Ozone exposed epithelial cells modify cocultured natural killer cells

Muller L, Brighton LE, Jaspers I. Ozone exposed epithelial cells modify cocultured natural killer cells. Am J Physiol Lung Cell Mol Physiol 304: L332-L341, 2013. First published December 14, 2012; doi:10.1152/ajplung.00256.2012.-Ozone (O-3) causes significant adverse health effects worldwide. Nasal epithelial cells (NECs) are among the first sites within the respiratory system to be exposed to inhaled air pollutants. They recruit, activate, and interact with immune cells via soluble mediators and direct cell-cell contacts. Based on our recent observation demonstrating the presence of natural killer (NK) cells in nasal lavages, the goal of this study was to establish a coculture model of NECs and NK cells and examine how exposure to O-3 modifies this interaction. Flow cytometry analysis was used to assess immunophenotypes of NK cells cocultured with either air- or O-3-exposed NECs. Our data show that coculturing NK cells with O-3-exposed NECs decreased intracellular interferon-gamma (IFN-gamma), enhanced, albeit not statistically significant, IL-4, and increased CD16 expression on NK cells compared with air controls.

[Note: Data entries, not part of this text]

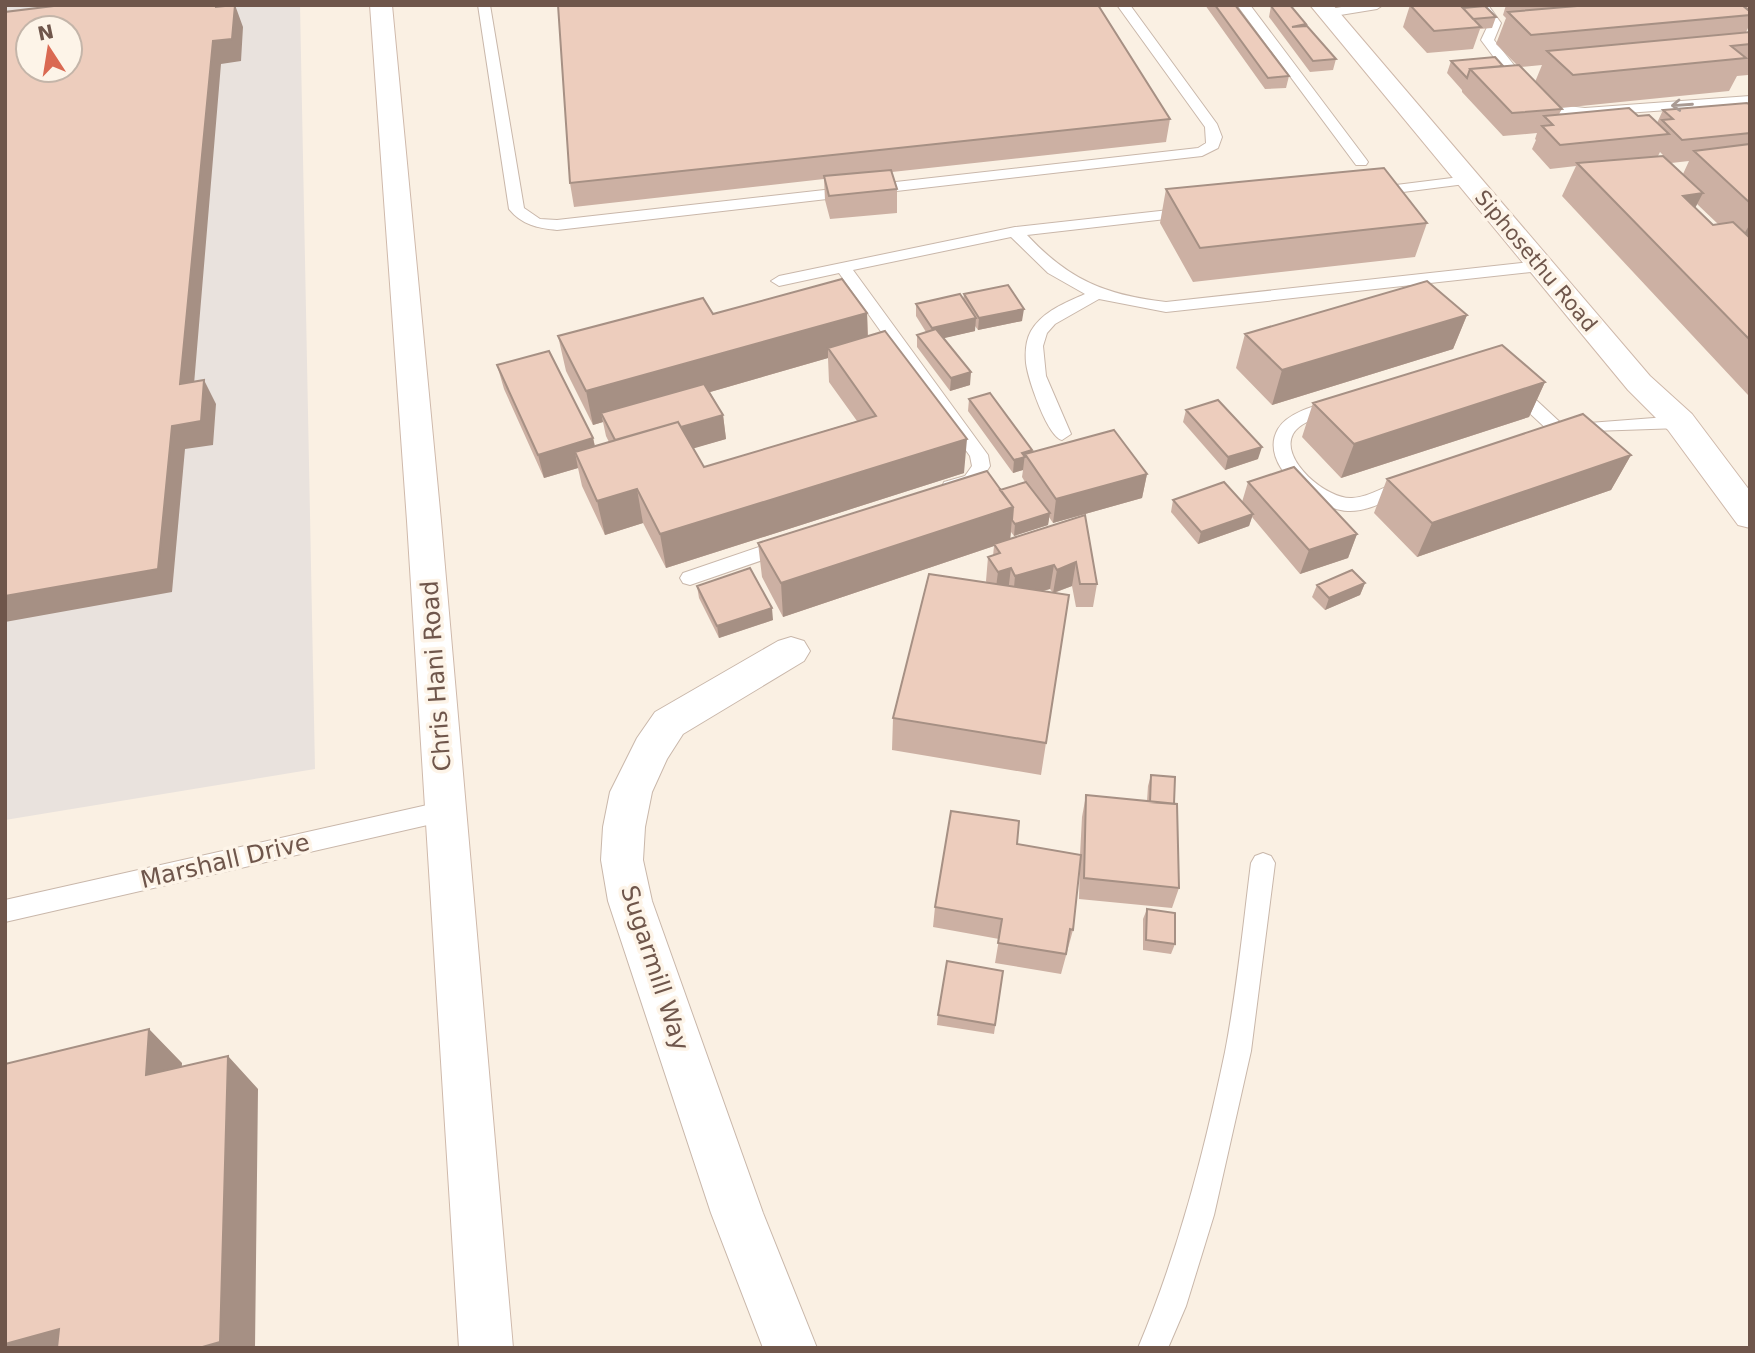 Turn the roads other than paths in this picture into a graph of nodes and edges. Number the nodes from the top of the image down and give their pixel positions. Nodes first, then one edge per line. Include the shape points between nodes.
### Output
1 (381, 5) edge
2 (484, 5) edge
3 (1123, 5) edge
4 (1243, 5) edge
5 (1377, 5) edge
6 (1482, 5) edge
7 (1324, 9) edge
8 (1750, 100) edge
9 (1361, 162) dead end
10 (1468, 180) junction
11 (1359, 193) edge
12 (1196, 212) edge
13 (1014, 232) junction
14 (1540, 266) junction
15 (843, 267) junction
16 (779, 281) dead end
17 (1097, 294) junction
18 (1498, 376) edge
19 (1352, 401) edge
20 (1680, 422) junction
21 (1557, 429) junction
22 (1062, 434) dead end
23 (1532, 439) edge
24 (1431, 476) edge
25 (934, 493) edge
26 (1750, 516) edge
27 (806, 538) edge
28 (690, 578) dead end
29 (791, 651) dead end
30 (445, 811) junction
31 (1263, 863) dead end
32 (5, 911) edge
33 (486, 1348) edge
34 (790, 1348) edge
35 (1153, 1348) edge

1 - 30 main road, Chris Hani Road
2 - 3 lane via 517,209 526,220 558,225 1202,152 1213,145 1212,127
4 - 9 lane
5 - 7 lane
8 -> 6 lane via 1568,112 1554,109 1494,39 1494,23
7 - 10 main road, Siphosethu Road
10 - 11 lane
10 - 14 main road, Siphosethu Road
12 - 13 lane
13 - 15 lane
13 - 17 lane via 1054,271
14 - 17 lane via 1166,307
14 - 20 main road, Siphosethu Road via 1639,383
15 - 16 lane
15 - 25 lane via 979,455 981,466 972,480
17 - 22 lane via 1051,318 1036,334 1032,350 1035,368
18 - 21 lane
19 - 24 lane via 1287,428 1280,443 1292,470 1316,493 1332,503 1352,505
20 - 21 lane
20 - 26 main road, Siphosethu Road
21 - 23 lane
27 - 28 lane
29 - 34 main road, Sugarmill Way via 669,723 631,792 622,860 630,901 723,1174
30 - 32 lane, Marshall Drive
30 - 33 main road, Chris Hani Road
31 - 35 lane via 1235,1065 1200,1215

Additionally, the cytotoxicity potential of NK cells was reduced after coculturing with O-3-exposed NECs. To determine whether soluble mediators released by O-3-exposed NECs caused this shift, apical and basolateral supernatants of air- and O-3-exposed NECs were used to stimulate NK cells. While the conditioned media of O-3-exposed NECs alone did not reduce intracellular IFN-gamma, O-3 enhanced the expression of NK cell ligands ULBP3 and MICA/B on NECs. Blocking ULBP3 and MICA/B reversed the effects of O-3-exposed NECs on IFN-gamma production in NK cells. Taken together, these data showed that interactions between NECs and NK cells in the context of O-3 exposure changes NK cell activity via direct cell-cell interactions and is dependent on ULBP3/MICA/B expressed on NECs.